How to bring fully distributed and secure communication capabilities to embedded products and IOT.
In order to give the opportunity to use Jami in embedded products and IOT, we decided to include Jami in Yocto, the Linux distribution creator. This addition is a huge step for providing secured communications between all kind of devices. This article gives a presentation of Yocto. It also gives the reason why we added Jami in Yocto and i.MX6 and how to use our work.
Yocto project, a simple way to customize your Linux distribution
The Yocto project is a free/libre software that helps to produce custom Linux distributions for multiple platforms. Savoir-faire Linux is member and an active contributor to the Yocto Project Participants.
From a reference distribution named Poky, Yocto gives the freedom to take layers already created but also to make your own. The goal of these layers is to include or customize any features you want in your final distribution. Each layer contains recipes which describe what you want to install in your Linux image.

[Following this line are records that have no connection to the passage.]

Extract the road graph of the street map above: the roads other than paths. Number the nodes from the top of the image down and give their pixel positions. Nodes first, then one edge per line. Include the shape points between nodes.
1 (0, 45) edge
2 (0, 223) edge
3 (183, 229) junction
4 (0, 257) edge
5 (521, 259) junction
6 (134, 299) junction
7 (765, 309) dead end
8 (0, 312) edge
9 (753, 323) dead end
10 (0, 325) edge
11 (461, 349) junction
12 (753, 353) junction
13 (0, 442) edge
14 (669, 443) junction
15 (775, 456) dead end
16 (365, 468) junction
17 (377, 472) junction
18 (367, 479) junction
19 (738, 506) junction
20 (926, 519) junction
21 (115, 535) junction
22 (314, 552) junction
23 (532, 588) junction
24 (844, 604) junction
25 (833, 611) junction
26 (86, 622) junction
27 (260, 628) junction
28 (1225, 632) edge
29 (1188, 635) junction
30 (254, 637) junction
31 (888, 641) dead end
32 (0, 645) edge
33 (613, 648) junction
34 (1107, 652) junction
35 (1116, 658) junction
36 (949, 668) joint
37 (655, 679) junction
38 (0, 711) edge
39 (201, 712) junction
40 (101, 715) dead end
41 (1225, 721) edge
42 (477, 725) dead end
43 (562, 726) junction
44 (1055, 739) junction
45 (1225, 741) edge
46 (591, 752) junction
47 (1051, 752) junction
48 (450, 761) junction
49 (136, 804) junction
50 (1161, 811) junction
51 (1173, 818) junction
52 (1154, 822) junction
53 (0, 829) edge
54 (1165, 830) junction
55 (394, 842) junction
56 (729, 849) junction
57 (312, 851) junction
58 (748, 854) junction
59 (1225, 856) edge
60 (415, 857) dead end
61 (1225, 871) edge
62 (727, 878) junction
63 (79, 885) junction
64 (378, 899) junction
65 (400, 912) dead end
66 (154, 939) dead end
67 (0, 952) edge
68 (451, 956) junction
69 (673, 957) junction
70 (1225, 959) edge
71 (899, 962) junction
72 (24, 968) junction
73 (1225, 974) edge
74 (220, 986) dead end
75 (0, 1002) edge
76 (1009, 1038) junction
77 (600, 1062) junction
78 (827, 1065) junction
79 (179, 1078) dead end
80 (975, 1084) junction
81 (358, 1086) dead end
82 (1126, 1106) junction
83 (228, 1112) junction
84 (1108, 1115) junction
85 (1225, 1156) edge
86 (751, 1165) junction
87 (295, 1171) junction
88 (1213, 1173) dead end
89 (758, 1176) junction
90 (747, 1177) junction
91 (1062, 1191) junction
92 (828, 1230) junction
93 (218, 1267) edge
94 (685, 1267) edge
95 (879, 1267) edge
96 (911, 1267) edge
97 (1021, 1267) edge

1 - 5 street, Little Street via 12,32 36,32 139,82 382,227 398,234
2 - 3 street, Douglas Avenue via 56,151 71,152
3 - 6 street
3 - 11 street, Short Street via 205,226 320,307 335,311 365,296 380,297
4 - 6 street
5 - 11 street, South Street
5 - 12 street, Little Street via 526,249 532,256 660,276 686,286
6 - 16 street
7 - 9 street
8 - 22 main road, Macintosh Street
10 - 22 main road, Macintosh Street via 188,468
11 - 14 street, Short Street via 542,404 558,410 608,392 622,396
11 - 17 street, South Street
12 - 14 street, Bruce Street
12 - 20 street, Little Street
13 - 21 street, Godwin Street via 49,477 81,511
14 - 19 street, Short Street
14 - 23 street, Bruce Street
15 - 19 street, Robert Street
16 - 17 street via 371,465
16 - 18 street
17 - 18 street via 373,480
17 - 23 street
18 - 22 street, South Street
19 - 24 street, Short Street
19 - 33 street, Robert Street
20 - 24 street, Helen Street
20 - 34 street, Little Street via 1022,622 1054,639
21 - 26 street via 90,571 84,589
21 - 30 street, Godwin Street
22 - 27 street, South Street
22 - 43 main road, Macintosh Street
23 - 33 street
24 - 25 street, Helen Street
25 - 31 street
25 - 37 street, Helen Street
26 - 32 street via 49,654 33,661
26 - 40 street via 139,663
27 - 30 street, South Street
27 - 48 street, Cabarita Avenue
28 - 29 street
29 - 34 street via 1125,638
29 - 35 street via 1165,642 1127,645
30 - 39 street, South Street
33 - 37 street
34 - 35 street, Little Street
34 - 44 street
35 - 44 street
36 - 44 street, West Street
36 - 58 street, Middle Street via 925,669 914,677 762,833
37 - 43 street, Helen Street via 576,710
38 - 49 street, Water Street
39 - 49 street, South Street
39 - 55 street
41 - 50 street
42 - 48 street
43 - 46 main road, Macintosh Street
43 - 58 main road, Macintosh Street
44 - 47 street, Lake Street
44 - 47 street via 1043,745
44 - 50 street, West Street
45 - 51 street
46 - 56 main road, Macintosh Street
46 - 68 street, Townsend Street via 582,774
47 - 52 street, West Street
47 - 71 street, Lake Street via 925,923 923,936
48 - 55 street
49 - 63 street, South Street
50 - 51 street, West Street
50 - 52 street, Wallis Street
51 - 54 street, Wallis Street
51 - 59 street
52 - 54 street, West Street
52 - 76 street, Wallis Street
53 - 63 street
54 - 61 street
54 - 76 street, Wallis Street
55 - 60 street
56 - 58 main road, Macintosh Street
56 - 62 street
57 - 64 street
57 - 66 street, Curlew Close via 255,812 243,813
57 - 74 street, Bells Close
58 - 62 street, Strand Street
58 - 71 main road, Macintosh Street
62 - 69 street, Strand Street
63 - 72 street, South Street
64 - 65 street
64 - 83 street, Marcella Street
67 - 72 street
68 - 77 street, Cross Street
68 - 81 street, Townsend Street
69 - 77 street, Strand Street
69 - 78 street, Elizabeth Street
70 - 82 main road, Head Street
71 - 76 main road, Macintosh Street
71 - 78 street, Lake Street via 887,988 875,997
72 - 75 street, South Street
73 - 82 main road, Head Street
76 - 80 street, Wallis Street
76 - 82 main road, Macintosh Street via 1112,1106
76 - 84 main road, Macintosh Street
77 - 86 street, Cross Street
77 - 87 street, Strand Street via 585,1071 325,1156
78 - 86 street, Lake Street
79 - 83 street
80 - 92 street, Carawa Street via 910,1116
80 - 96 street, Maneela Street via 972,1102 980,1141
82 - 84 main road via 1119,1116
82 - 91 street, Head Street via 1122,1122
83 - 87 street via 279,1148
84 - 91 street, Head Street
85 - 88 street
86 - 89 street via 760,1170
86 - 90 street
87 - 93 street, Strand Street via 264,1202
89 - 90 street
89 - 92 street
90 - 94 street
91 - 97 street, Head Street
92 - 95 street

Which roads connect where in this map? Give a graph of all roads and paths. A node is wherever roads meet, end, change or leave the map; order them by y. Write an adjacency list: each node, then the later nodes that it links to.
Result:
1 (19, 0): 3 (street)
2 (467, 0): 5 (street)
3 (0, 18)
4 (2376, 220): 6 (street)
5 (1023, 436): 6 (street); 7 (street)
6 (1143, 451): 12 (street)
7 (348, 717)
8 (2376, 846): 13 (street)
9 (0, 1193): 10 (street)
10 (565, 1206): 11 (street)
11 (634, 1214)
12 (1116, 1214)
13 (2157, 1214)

Bitbake, the building tool of Yocto, will then generate a Linux image ready to be flashed on your embedded device, according to the content of your recipes.
More information at http://yoctoproject.org
Why add Jami in Yocto?
We packaged Jami in Yocto in order to use Jami in any custom distribution and make it easier to add it in your image.
We created a layer to wrap the application and all its dependencies. The created layer provides the graphical application of Jami that includes the backend daemon (https://git.jami.net/savoirfairelinux/ring-daemon) and the multiplatform QT client (https://git.jami.net/savoirfairelinux/jami-client-qt).
To use it, download the layer, add it to your configuration and just append Jami to an image that provides a graphical environment. Then, you will be able to create an account and call any other Jami user, as if you were on your standard Linux distribution.
The layer is available at https://github.com/savoirfairelinux/meta-jami
Jami on i.MX6
Including Jami in Yocto is a huge step to provide Jami on all types of devices. But this Yocto layer is only usable for x86 architectures. It is a step towards the embedded world, but it is not proving that Jami can run on an embedded board. That is why we have created a layer to run Jami on i.MX6.
Why add Jami to an embedded board?
Running Jami on an embedded board such as the i.MX6 opens the opportunity to run it on almost every embedded board. It also creates the possibility to have secure communication and private life protection on all kinds of devices. In today’s world and more tomorrow, lots of objects are connected to the Internet and can communicate. The security of these communications is very important for our private life. Jami therefore fits into this objective with its serverless, distributed and secure end-to-end encrypted communications.
A layer system to run Jami on any plateform
Yocto is organized on a layer system, this gives the freedom to take an existing layer and customize it by creating our own one on top of it. Therefore, the Jami i.MX6 layer is based on the previously created Jami layer (https://github.com/savoirfairelinux/meta-jami).
The main purpose of our work was to port Jami on a Toradex Apalis i.MX6 board without any significant source code modifications. Consequently, we created a layer that provides a machine, a distro and an image which includes Jami to run it on the Apalis i.MX6. The only source code modifications that we made was to use the hardware encoders and decoders of the i.MX6
Thus, we created two layers, the first one (meta-jami-imx : https://github.com/savoirfairelinux/meta-jami-imx) which includes Jami for i.MX6, that you can add to your i.MX6 custom image. And a second one (meta-jami-imx-toradex : https://github.com/savoirfairelinux/meta-jami-imx-toradex) that you just have to compile if you want to run Jami on the Toradex Apalis i.MX6.
Our work has just been tested with a Toradex kernel based on a Freescale one. But you are free to use a mainline kernel, and it will not lead to a compiling issue.
How it works?
In order to perform a call, we need to use the hardware encoders and decoders present on the board instead of software ones. Without hardware acceleration, all video encoding and decoding operations are executed on the CPU. Video compression and decompression are complex algorithms that generally can not be executed in real time on CPU cores. Therefore, using software codecs would make Jami unusable.
Jami is based on FFmpeg, and it doesn’t support i.MX hardware codecs. That is why, we applied some patches to FFmpeg to include these codecs (https://github.com/savoirfairelinux/FFmpeg/tree/sfl/master). We added h264 encoder and decoder for sending and receiving video, as well as MJPEG decoder to support some camera output format. In order to add them we based our work on the community API libimxvpuapi that provides the control of the i.MX VPUs (https://github.com/Freescale/libimxvpuapi). In addition, the only Jami source code modifications that we made, is to use these hardware encoders and decoders of the i.MX6.
To sum up, you can pick the layers you want for your personal purpose. To run Jami on x86, add meta-jami to your project ; to run Jami on an i.MX6, add meta-jami-imx6 to your Yocto environment. Finally, a straightforward test would be to take meta-jami-imx-toradex and its dependencies, build the image provided, and you can enjoy Jami on the Toradex Apalis i.MX6.
Feel free to install and try it out by yourself! We look forward to receiving your feedback.